| TASK ITEM |
Taking the line that contains "Turn the roads" as the first and the final line of the records as the last, write out every line between them exactly, ends included, and nothing else.

INPUT FOR THIS TASK section start

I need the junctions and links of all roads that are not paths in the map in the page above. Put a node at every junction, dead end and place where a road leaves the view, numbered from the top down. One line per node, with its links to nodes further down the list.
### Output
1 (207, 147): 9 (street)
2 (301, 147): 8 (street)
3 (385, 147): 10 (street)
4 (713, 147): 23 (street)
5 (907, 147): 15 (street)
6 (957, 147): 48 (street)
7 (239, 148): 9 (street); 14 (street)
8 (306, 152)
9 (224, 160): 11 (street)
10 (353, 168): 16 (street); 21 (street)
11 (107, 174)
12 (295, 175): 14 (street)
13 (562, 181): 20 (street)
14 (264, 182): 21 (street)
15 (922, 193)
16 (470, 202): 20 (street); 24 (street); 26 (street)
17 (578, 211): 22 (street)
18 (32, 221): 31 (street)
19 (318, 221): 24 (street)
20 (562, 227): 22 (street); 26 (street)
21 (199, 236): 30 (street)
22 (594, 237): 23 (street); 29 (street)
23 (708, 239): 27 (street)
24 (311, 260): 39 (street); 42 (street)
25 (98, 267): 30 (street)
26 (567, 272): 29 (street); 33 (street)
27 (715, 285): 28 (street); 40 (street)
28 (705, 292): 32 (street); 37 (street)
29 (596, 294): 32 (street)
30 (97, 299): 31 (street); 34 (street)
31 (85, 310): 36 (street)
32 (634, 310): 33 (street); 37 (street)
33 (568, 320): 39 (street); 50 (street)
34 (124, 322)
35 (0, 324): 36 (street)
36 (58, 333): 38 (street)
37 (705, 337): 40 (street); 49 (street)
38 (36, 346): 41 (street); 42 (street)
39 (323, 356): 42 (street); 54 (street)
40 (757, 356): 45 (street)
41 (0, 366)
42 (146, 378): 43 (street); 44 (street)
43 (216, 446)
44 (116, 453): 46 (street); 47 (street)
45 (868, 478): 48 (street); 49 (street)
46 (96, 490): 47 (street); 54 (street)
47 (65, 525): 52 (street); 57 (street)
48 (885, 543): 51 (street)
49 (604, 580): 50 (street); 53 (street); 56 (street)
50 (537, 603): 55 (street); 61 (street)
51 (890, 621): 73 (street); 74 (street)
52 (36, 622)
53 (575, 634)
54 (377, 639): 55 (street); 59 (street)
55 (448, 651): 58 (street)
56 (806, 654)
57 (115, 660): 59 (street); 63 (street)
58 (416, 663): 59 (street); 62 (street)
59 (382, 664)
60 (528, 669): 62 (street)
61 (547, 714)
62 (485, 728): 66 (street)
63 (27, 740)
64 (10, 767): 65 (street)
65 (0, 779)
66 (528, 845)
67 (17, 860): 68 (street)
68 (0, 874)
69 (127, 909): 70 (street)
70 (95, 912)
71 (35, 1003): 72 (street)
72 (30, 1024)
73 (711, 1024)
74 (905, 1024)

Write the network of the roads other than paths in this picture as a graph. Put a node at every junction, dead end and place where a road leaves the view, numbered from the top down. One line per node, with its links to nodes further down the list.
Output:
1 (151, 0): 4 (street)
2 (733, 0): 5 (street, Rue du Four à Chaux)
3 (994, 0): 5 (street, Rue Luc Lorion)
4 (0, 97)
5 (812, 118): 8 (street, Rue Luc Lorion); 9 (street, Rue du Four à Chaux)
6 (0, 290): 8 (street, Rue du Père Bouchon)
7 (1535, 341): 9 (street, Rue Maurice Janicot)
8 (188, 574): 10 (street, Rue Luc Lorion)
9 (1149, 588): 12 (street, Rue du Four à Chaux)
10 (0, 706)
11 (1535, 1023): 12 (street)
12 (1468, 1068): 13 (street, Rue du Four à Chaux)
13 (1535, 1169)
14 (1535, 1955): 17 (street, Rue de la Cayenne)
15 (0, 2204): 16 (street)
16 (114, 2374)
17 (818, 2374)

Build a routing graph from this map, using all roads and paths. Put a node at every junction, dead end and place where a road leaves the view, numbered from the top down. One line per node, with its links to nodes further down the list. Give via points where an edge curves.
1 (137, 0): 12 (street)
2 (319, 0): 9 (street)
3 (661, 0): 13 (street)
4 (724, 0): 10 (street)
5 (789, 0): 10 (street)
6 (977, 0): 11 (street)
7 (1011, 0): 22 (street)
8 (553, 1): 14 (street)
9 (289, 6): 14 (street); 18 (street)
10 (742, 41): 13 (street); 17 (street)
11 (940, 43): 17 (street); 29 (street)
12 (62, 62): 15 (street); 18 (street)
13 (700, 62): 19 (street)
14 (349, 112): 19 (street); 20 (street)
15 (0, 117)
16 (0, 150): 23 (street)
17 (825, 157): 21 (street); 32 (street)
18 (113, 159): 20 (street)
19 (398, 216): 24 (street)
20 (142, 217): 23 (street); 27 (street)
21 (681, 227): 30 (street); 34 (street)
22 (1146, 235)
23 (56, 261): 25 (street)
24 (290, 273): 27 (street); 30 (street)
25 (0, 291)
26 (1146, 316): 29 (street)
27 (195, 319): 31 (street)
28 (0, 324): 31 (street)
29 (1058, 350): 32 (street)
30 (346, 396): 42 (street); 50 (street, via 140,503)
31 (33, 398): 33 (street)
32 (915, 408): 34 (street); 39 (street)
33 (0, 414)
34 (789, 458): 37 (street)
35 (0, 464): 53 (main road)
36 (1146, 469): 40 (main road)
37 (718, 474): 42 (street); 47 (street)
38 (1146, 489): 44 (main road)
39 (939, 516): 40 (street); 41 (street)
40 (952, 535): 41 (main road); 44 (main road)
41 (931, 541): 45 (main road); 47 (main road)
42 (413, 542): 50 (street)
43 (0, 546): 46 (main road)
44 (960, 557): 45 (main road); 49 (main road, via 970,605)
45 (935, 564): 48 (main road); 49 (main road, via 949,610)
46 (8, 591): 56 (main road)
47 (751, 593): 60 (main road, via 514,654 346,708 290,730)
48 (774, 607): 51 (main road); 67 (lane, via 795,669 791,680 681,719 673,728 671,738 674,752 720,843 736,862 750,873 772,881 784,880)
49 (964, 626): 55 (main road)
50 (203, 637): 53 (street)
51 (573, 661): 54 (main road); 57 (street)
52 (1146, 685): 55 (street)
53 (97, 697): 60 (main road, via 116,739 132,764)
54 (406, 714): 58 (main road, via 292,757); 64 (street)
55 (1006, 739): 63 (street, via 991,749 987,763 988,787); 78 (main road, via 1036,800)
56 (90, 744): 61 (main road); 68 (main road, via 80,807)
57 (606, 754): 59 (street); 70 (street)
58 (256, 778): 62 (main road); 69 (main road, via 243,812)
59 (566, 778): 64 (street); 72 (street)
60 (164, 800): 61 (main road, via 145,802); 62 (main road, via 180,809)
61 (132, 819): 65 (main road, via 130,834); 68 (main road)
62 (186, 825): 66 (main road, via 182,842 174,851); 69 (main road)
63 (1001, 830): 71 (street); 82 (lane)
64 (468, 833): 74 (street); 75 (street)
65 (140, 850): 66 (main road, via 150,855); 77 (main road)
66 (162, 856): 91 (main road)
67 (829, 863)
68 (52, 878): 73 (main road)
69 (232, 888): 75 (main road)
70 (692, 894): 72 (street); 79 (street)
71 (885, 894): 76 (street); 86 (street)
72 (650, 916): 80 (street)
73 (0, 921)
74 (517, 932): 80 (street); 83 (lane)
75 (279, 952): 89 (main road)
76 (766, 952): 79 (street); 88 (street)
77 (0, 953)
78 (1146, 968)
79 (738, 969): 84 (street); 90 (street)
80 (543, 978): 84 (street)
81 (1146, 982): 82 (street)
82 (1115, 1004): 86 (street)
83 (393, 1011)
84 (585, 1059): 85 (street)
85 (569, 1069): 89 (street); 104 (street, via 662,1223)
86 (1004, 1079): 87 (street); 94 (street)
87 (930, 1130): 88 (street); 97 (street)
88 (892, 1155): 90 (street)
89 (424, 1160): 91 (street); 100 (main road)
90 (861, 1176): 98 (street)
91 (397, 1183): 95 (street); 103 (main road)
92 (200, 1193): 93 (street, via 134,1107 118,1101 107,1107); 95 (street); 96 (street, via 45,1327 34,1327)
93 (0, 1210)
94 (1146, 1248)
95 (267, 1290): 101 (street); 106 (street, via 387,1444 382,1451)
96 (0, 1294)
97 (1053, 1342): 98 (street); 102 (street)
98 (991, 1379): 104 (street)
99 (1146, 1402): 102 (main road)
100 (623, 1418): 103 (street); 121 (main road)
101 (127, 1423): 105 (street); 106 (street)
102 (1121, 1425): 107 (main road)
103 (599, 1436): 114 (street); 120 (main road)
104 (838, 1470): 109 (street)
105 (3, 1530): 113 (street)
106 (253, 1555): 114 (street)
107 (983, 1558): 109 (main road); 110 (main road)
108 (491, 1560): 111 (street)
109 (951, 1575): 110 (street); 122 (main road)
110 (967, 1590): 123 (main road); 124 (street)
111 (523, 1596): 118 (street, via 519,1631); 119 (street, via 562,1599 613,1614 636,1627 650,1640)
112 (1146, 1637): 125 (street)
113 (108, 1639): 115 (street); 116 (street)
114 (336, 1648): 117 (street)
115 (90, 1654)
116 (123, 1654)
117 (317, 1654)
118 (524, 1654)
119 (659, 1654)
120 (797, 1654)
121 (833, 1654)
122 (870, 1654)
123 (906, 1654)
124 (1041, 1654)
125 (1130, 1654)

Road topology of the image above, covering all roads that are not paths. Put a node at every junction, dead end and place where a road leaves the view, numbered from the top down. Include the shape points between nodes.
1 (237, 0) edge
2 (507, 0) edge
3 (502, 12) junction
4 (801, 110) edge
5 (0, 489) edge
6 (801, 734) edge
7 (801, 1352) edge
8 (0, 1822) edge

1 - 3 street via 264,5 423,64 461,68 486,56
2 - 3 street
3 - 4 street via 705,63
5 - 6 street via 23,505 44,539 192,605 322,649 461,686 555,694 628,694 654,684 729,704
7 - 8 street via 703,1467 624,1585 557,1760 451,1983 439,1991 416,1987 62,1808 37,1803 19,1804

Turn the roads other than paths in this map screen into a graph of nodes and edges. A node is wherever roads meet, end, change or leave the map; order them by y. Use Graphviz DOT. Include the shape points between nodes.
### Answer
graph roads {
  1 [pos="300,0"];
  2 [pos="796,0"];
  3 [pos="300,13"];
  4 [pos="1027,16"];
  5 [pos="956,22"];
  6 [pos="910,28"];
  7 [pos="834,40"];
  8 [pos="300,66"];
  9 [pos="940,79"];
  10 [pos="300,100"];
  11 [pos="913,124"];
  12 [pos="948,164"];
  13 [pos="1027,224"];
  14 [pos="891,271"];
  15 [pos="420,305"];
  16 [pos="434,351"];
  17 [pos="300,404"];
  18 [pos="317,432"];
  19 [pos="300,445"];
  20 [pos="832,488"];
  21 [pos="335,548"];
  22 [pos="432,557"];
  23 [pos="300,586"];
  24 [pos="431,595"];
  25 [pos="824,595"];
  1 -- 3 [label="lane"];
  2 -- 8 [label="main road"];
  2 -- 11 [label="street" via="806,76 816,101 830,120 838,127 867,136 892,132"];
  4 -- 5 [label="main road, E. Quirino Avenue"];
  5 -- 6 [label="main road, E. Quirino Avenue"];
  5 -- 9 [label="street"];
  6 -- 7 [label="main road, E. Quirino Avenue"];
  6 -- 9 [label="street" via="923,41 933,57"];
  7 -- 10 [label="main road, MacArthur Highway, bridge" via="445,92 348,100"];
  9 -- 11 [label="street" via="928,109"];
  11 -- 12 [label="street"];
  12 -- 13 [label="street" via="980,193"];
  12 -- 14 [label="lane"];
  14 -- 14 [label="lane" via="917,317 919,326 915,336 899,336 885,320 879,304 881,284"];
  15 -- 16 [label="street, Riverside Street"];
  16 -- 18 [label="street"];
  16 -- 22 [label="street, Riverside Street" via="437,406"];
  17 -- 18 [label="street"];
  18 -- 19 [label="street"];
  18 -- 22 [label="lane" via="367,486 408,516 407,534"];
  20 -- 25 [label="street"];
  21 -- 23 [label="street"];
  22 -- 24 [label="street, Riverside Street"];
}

INPUT FOR THIS TASK section end

| EXPECTED ANSWER |
Turn the roads other than paths in this map screen into a graph of nodes and edges. A node is wherever roads meet, end, change or leave the map; order them by y. Use Graphviz DOT. Include the shape points between nodes.
### Answer
graph roads {
  1 [pos="300,0"];
  2 [pos="796,0"];
  3 [pos="300,13"];
  4 [pos="1027,16"];
  5 [pos="956,22"];
  6 [pos="910,28"];
  7 [pos="834,40"];
  8 [pos="300,66"];
  9 [pos="940,79"];
  10 [pos="300,100"];
  11 [pos="913,124"];
  12 [pos="948,164"];
  13 [pos="1027,224"];
  14 [pos="891,271"];
  15 [pos="420,305"];
  16 [pos="434,351"];
  17 [pos="300,404"];
  18 [pos="317,432"];
  19 [pos="300,445"];
  20 [pos="832,488"];
  21 [pos="335,548"];
  22 [pos="432,557"];
  23 [pos="300,586"];
  24 [pos="431,595"];
  25 [pos="824,595"];
  1 -- 3 [label="lane"];
  2 -- 8 [label="main road"];
  2 -- 11 [label="street" via="806,76 816,101 830,120 838,127 867,136 892,132"];
  4 -- 5 [label="main road, E. Quirino Avenue"];
  5 -- 6 [label="main road, E. Quirino Avenue"];
  5 -- 9 [label="street"];
  6 -- 7 [label="main road, E. Quirino Avenue"];
  6 -- 9 [label="street" via="923,41 933,57"];
  7 -- 10 [label="main road, MacArthur Highway, bridge" via="445,92 348,100"];
  9 -- 11 [label="street" via="928,109"];
  11 -- 12 [label="street"];
  12 -- 13 [label="street" via="980,193"];
  12 -- 14 [label="lane"];
  14 -- 14 [label="lane" via="917,317 919,326 915,336 899,336 885,320 879,304 881,284"];
  15 -- 16 [label="street, Riverside Street"];
  16 -- 18 [label="street"];
  16 -- 22 [label="street, Riverside Street" via="437,406"];
  17 -- 18 [label="street"];
  18 -- 19 [label="street"];
  18 -- 22 [label="lane" via="367,486 408,516 407,534"];
  20 -- 25 [label="street"];
  21 -- 23 [label="street"];
  22 -- 24 [label="street, Riverside Street"];
}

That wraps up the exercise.